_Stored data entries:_
================================

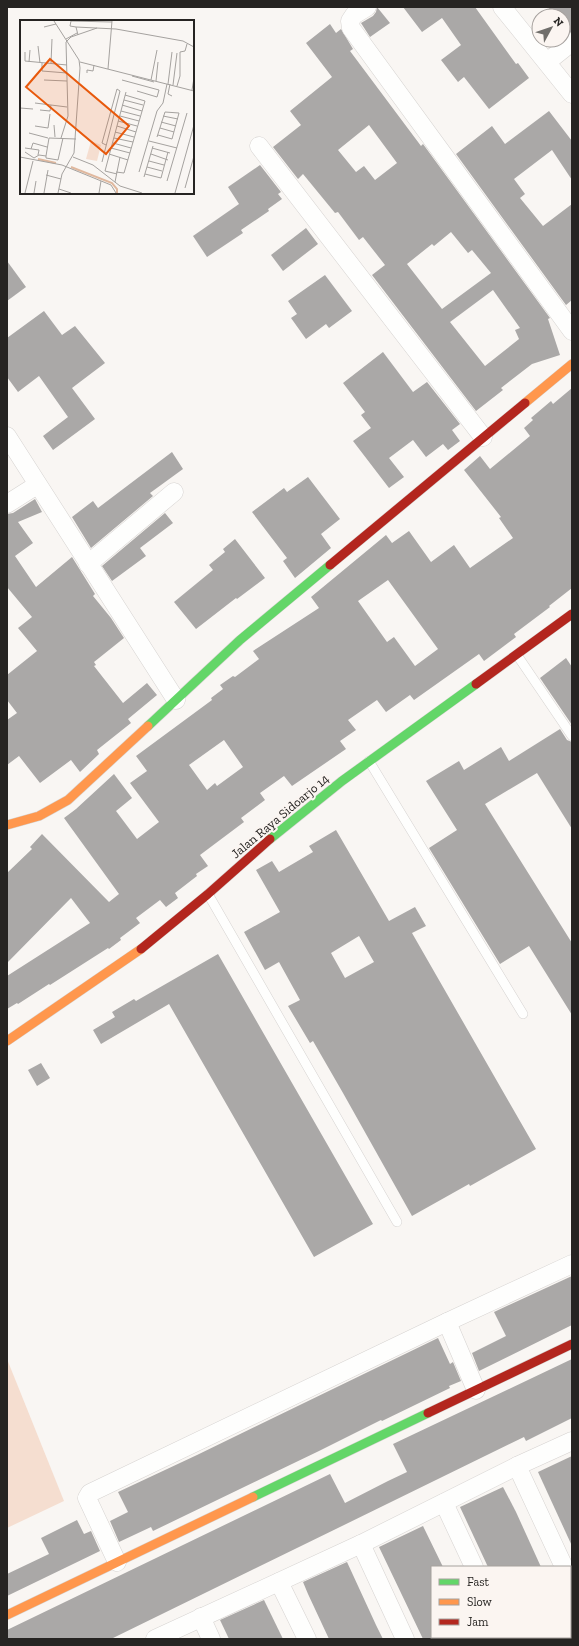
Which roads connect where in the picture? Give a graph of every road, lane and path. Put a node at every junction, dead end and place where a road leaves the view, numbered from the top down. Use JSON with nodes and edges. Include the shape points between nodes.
{"nodes":[{"id":1,"x":366,"y":7,"type":"edge"},
{"id":2,"x":502,"y":7,"type":"edge"},
{"id":3,"x":572,"y":42,"type":"edge"},
{"id":4,"x":547,"y":62,"type":"junction"},
{"id":5,"x":572,"y":94,"type":"edge"},
{"id":6,"x":259,"y":146,"type":"dead end"},
{"id":7,"x":572,"y":331,"type":"edge"},
{"id":8,"x":572,"y":364,"type":"edge"},
{"id":9,"x":7,"y":436,"type":"edge"},
{"id":10,"x":483,"y":437,"type":"junction"},
{"id":11,"x":37,"y":485,"type":"junction"},
{"id":12,"x":174,"y":492,"type":"dead end"},
{"id":13,"x":7,"y":504,"type":"edge"},
{"id":14,"x":88,"y":564,"type":"junction"},
{"id":15,"x":572,"y":614,"type":"edge"},
{"id":16,"x":517,"y":655,"type":"junction"},
{"id":17,"x":176,"y":700,"type":"junction"},
{"id":18,"x":572,"y":736,"type":"edge"},
{"id":19,"x":369,"y":761,"type":"junction"},
{"id":20,"x":7,"y":825,"type":"edge"},
{"id":21,"x":208,"y":894,"type":"junction"},
{"id":22,"x":522,"y":1014,"type":"dead end"},
{"id":23,"x":7,"y":1041,"type":"edge"},
{"id":24,"x":397,"y":1222,"type":"dead end"},
{"id":25,"x":572,"y":1264,"type":"edge"},
{"id":26,"x":447,"y":1322,"type":"junction"},
{"id":27,"x":572,"y":1344,"type":"edge"},
{"id":28,"x":476,"y":1390,"type":"junction"},
{"id":29,"x":572,"y":1441,"type":"edge"},
{"id":30,"x":516,"y":1466,"type":"junction"},
{"id":31,"x":444,"y":1503,"type":"junction"},
{"id":32,"x":361,"y":1544,"type":"junction"},
{"id":33,"x":117,"y":1562,"type":"junction"},
{"id":34,"x":474,"y":1566,"type":"edge"},
{"id":35,"x":564,"y":1566,"type":"edge"},
{"id":36,"x":279,"y":1582,"type":"junction"},
{"id":37,"x":7,"y":1615,"type":"edge"},
{"id":38,"x":201,"y":1617,"type":"junction"},
{"id":39,"x":155,"y":1639,"type":"edge"},
{"id":40,"x":211,"y":1639,"type":"edge"},
{"id":41,"x":307,"y":1639,"type":"edge"},
{"id":42,"x":405,"y":1639,"type":"edge"}],
"edges":[{"from":1,"to":7,"type":"street","via":[[354,15],[350,21],[351,28]]},
{"from":2,"to":4,"type":"street"},
{"from":3,"to":4,"type":"street"},
{"from":4,"to":5,"type":"street"},
{"from":6,"to":10,"type":"street"},
{"from":8,"to":10,"type":"street"},
{"from":9,"to":11,"type":"street"},
{"from":10,"to":17,"type":"street","via":[[240,640]]},
{"from":11,"to":13,"type":"street"},
{"from":11,"to":14,"type":"street"},
{"from":12,"to":14,"type":"street"},
{"from":14,"to":17,"type":"street"},
{"from":15,"to":16,"type":"street","name":"Jalan Raya Sidoarjo 14"},
{"from":16,"to":18,"type":"lane"},
{"from":16,"to":19,"type":"street","name":"Jalan Raya Sidoarjo 14"},
{"from":17,"to":20,"type":"street","via":[[68,800],[35,819]]},
{"from":19,"to":21,"type":"street","name":"Jalan Raya Sidoarjo 14","via":[[274,835]]},
{"from":19,"to":22,"type":"lane"},
{"from":21,"to":23,"type":"street","name":"Jalan Raya Sidoarjo 14","via":[[149,942]]},
{"from":21,"to":24,"type":"lane"},
{"from":25,"to":26,"type":"street"},
{"from":26,"to":28,"type":"street"},
{"from":26,"to":33,"type":"street","via":[[90,1494],[87,1498]]},
{"from":27,"to":28,"type":"street"},
{"from":28,"to":33,"type":"street"},
{"from":29,"to":30,"type":"street"},
{"from":30,"to":31,"type":"street"},
{"from":30,"to":35,"type":"street"},
{"from":31,"to":32,"type":"street"},
{"from":31,"to":34,"type":"street"},
{"from":32,"to":36,"type":"street"},
{"from":32,"to":42,"type":"street"},
{"from":33,"to":37,"type":"street"},
{"from":36,"to":38,"type":"street"},
{"from":36,"to":41,"type":"street"},
{"from":38,"to":39,"type":"street"},
{"from":38,"to":40,"type":"street"}]}
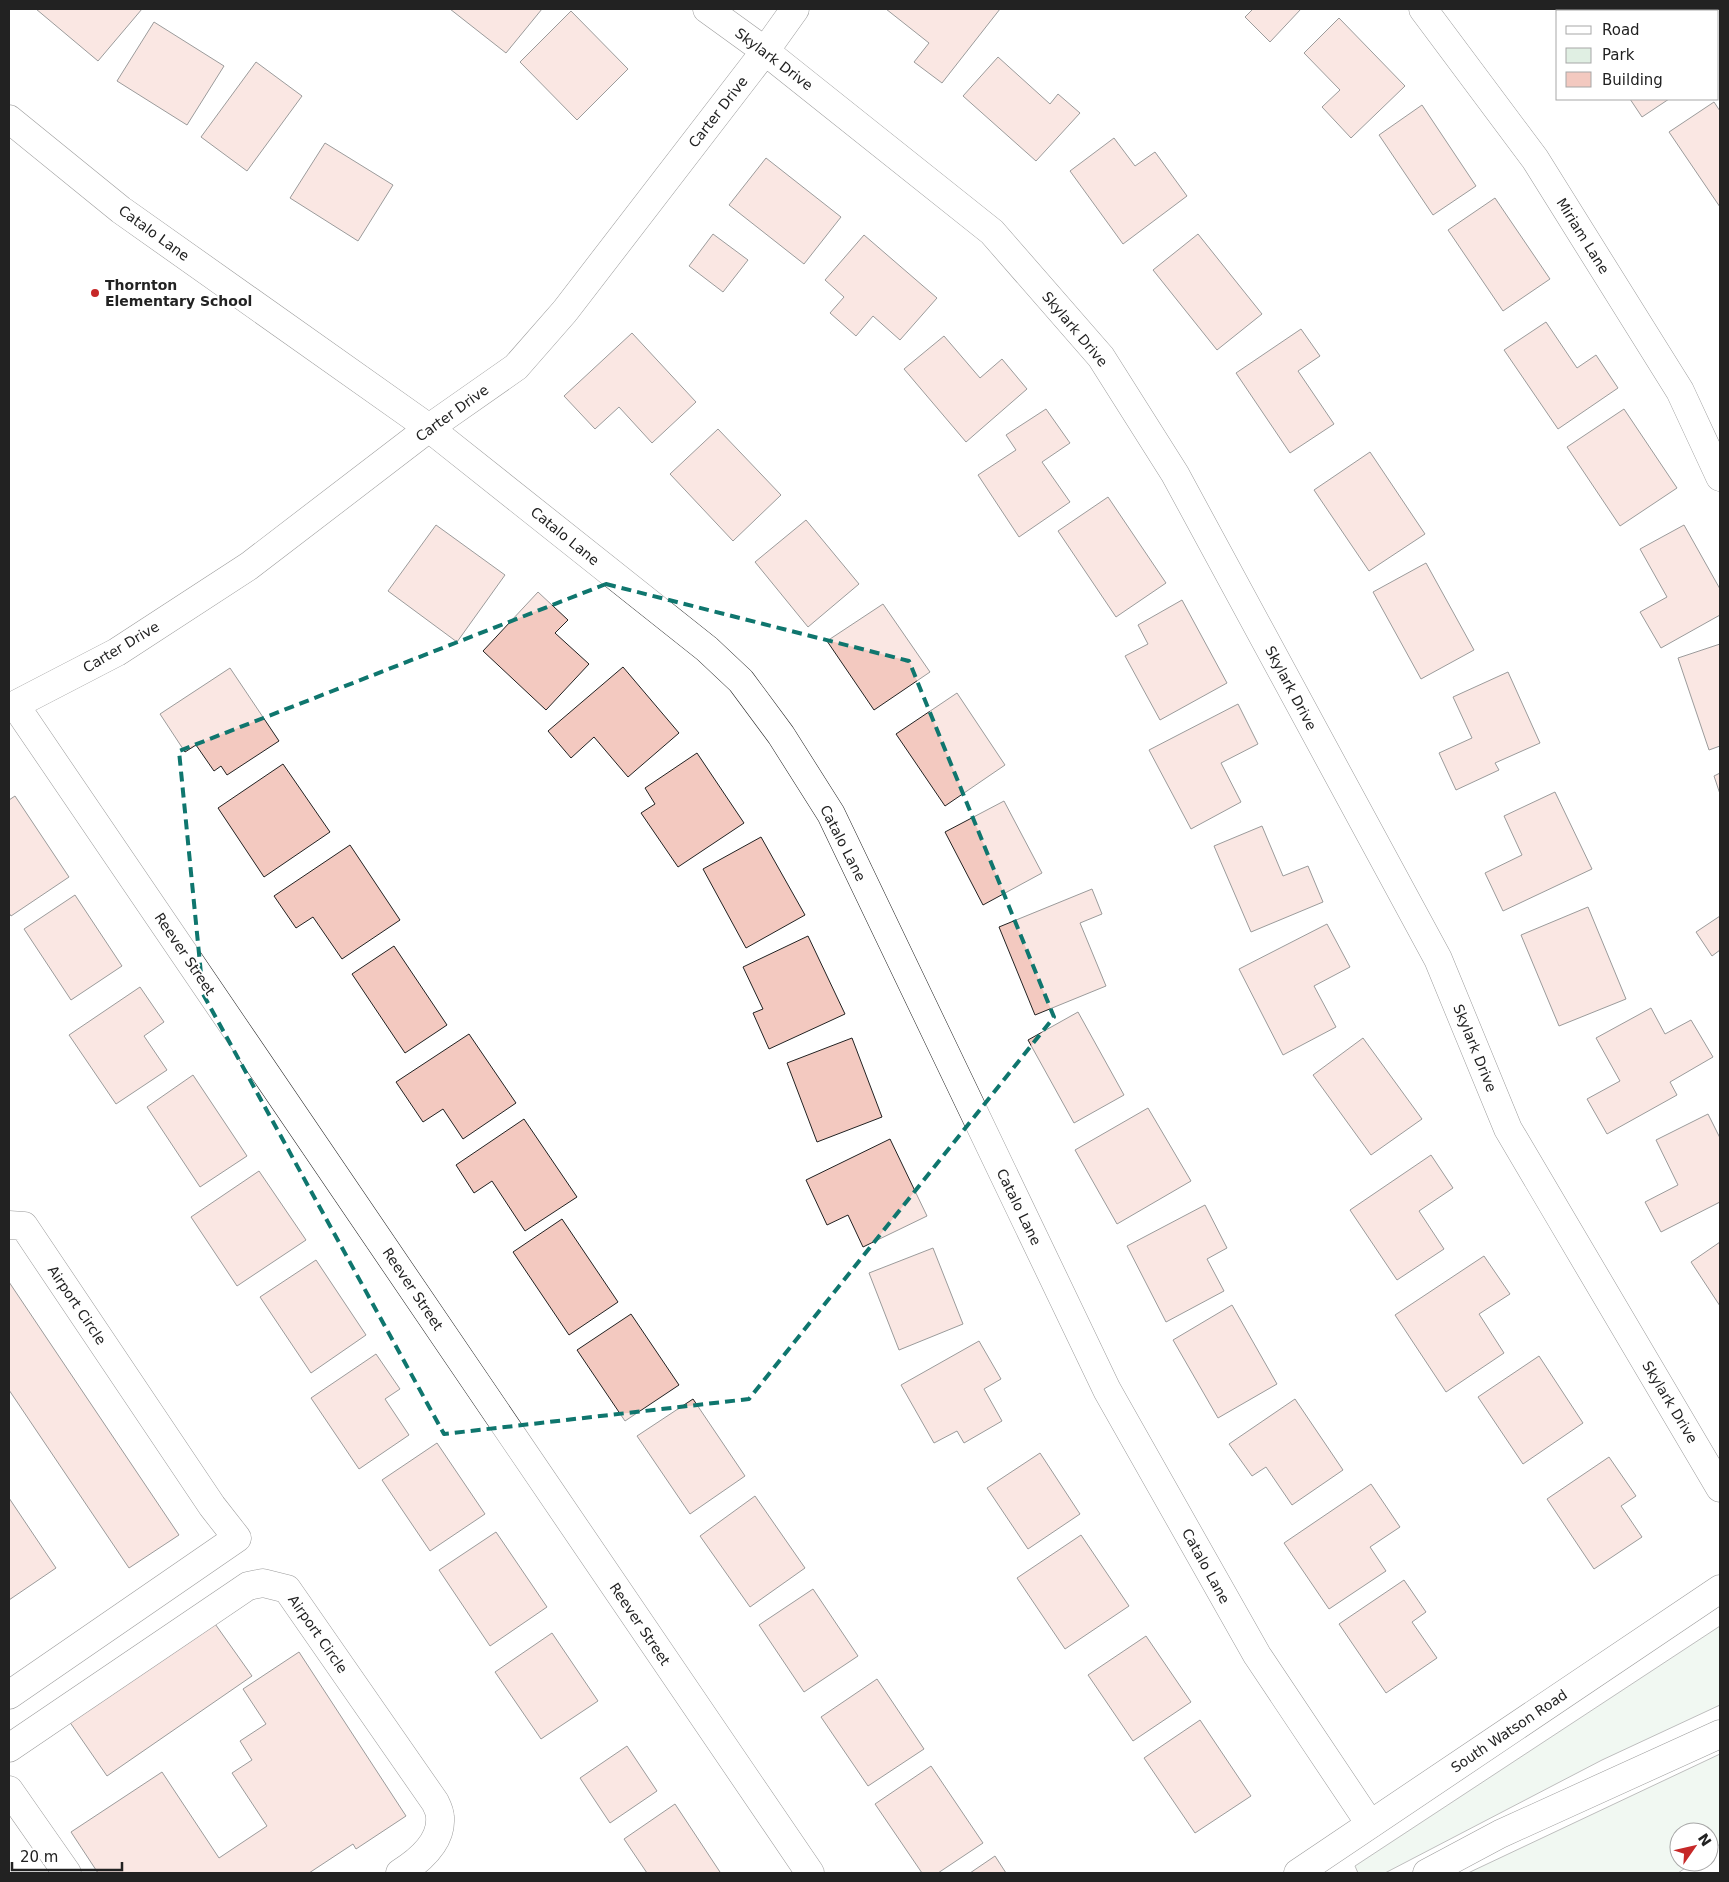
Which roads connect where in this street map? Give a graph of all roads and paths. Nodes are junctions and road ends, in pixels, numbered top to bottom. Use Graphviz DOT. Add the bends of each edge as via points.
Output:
graph roads {
  1 [pos="707,9"];
  2 [pos="795,9"];
  3 [pos="1422,9"];
  4 [pos="765,51"];
  5 [pos="9,119"];
  6 [pos="429,428"];
  7 [pos="1720,477"];
  8 [pos="12,706"];
  9 [pos="9,1225"];
  10 [pos="1720,1488"];
  11 [pos="1720,1589"];
  12 [pos="9,1695"];
  13 [pos="1720,1734"];
  14 [pos="9,1748"];
  15 [pos="9,1790"];
  16 [pos="1370,1824"];
  17 [pos="67,1873"];
  18 [pos="400,1873"];
  19 [pos="810,1873"];
  20 [pos="1298,1873"];
  21 [pos="1427,1873"];
  1 -- 4 [label="main road, Skylark Drive"];
  2 -- 4 [label="main road, Carter Drive"];
  3 -- 7 [label="main road, Miriam Lane" via="1540,168 1680,391"];
  4 -- 6 [label="main road, Carter Drive" via="566,311 516,367"];
  4 -- 10 [label="main road, Skylark Drive" via="992,232 1101,357 1175,474 1438,959 1508,1129"];
  5 -- 6 [label="main road, Catalo Lane" via="121,210"];
  6 -- 8 [label="main road, Carter Drive" via="249,566 117,652"];
  6 -- 16 [label="main road, Catalo Lane" via="707,649 741,681 781,735 831,814 1108,1390 1257,1655"];
  8 -- 19 [label="main road, Reever Street"];
  9 -- 12 [label="main road, Airport Circle" via="24,1226 212,1506 237,1538"];
  11 -- 16 [label="main road, South Watson Road"];
  13 -- 21 [label="main road" via="1500,1834"];
  14 -- 18 [label="main road, Airport Circle" via="248,1586 263,1583 287,1589 435,1802 440,1817 434,1843 412,1866"];
  15 -- 17 [label="main road"];
  16 -- 20 [label="main road, South Watson Road"];
}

================================

_Problem to work on:_ Scan the data above; copy every line where "Jalan" appears.

_Response:_
{"from":15,"to":16,"type":"street","name":"Jalan Raya Sidoarjo 14"},
{"from":16,"to":19,"type":"street","name":"Jalan Raya Sidoarjo 14"},
{"from":19,"to":21,"type":"street","name":"Jalan Raya Sidoarjo 14","via":[[274,835]]},
{"from":21,"to":23,"type":"street","name":"Jalan Raya Sidoarjo 14","via":[[149,942]]},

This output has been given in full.